### Task requirements
Each line of the data must be copied exactly.
── Supplied records ──
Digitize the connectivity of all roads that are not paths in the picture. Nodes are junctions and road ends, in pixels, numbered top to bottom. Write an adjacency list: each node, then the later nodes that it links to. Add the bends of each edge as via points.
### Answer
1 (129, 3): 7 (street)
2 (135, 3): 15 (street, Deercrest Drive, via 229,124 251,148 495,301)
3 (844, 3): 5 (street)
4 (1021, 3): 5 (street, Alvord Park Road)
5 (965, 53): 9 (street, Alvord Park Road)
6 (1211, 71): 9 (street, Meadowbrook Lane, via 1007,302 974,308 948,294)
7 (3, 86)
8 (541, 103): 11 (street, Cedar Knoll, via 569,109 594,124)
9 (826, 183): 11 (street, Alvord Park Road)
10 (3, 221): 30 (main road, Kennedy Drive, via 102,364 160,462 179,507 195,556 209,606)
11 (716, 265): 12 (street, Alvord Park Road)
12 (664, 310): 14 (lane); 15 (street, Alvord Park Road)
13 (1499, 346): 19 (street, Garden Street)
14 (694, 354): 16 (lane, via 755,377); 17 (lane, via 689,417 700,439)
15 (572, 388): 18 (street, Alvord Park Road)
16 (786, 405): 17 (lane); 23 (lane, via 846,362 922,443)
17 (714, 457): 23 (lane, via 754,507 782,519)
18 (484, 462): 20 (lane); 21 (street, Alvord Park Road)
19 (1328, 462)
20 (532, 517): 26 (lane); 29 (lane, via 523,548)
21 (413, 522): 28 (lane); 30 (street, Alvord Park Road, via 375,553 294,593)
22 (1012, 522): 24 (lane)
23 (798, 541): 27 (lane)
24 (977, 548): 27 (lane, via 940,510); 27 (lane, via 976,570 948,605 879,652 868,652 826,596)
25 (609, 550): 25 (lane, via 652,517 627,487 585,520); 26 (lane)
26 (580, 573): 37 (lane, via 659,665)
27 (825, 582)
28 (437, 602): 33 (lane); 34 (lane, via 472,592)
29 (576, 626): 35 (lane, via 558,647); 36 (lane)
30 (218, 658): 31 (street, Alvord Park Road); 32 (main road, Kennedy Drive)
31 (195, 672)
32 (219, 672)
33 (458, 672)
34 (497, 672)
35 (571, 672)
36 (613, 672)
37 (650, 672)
───
### Solved exercise
Digitize the connectivity of all roads that are not paths in the picture. Nodes are junctions and road ends, in pixels, numbered top to bottom. Write an adjacency list: each node, then the later nodes that it links to. Add the bends of each edge as via points.
### Answer
1 (129, 3): 7 (street)
2 (135, 3): 15 (street, Deercrest Drive, via 229,124 251,148 495,301)
3 (844, 3): 5 (street)
4 (1021, 3): 5 (street, Alvord Park Road)
5 (965, 53): 9 (street, Alvord Park Road)
6 (1211, 71): 9 (street, Meadowbrook Lane, via 1007,302 974,308 948,294)
7 (3, 86)
8 (541, 103): 11 (street, Cedar Knoll, via 569,109 594,124)
9 (826, 183): 11 (street, Alvord Park Road)
10 (3, 221): 30 (main road, Kennedy Drive, via 102,364 160,462 179,507 195,556 209,606)
11 (716, 265): 12 (street, Alvord Park Road)
12 (664, 310): 14 (lane); 15 (street, Alvord Park Road)
13 (1499, 346): 19 (street, Garden Street)
14 (694, 354): 16 (lane, via 755,377); 17 (lane, via 689,417 700,439)
15 (572, 388): 18 (street, Alvord Park Road)
16 (786, 405): 17 (lane); 23 (lane, via 846,362 922,443)
17 (714, 457): 23 (lane, via 754,507 782,519)
18 (484, 462): 20 (lane); 21 (street, Alvord Park Road)
19 (1328, 462)
20 (532, 517): 26 (lane); 29 (lane, via 523,548)
21 (413, 522): 28 (lane); 30 (street, Alvord Park Road, via 375,553 294,593)
22 (1012, 522): 24 (lane)
23 (798, 541): 27 (lane)
24 (977, 548): 27 (lane, via 940,510); 27 (lane, via 976,570 948,605 879,652 868,652 826,596)
25 (609, 550): 25 (lane, via 652,517 627,487 585,520); 26 (lane)
26 (580, 573): 37 (lane, via 659,665)
27 (825, 582)
28 (437, 602): 33 (lane); 34 (lane, via 472,592)
29 (576, 626): 35 (lane, via 558,647); 36 (lane)
30 (218, 658): 31 (street, Alvord Park Road); 32 (main road, Kennedy Drive)
31 (195, 672)
32 (219, 672)
33 (458, 672)
34 (497, 672)
35 (571, 672)
36 (613, 672)
37 (650, 672)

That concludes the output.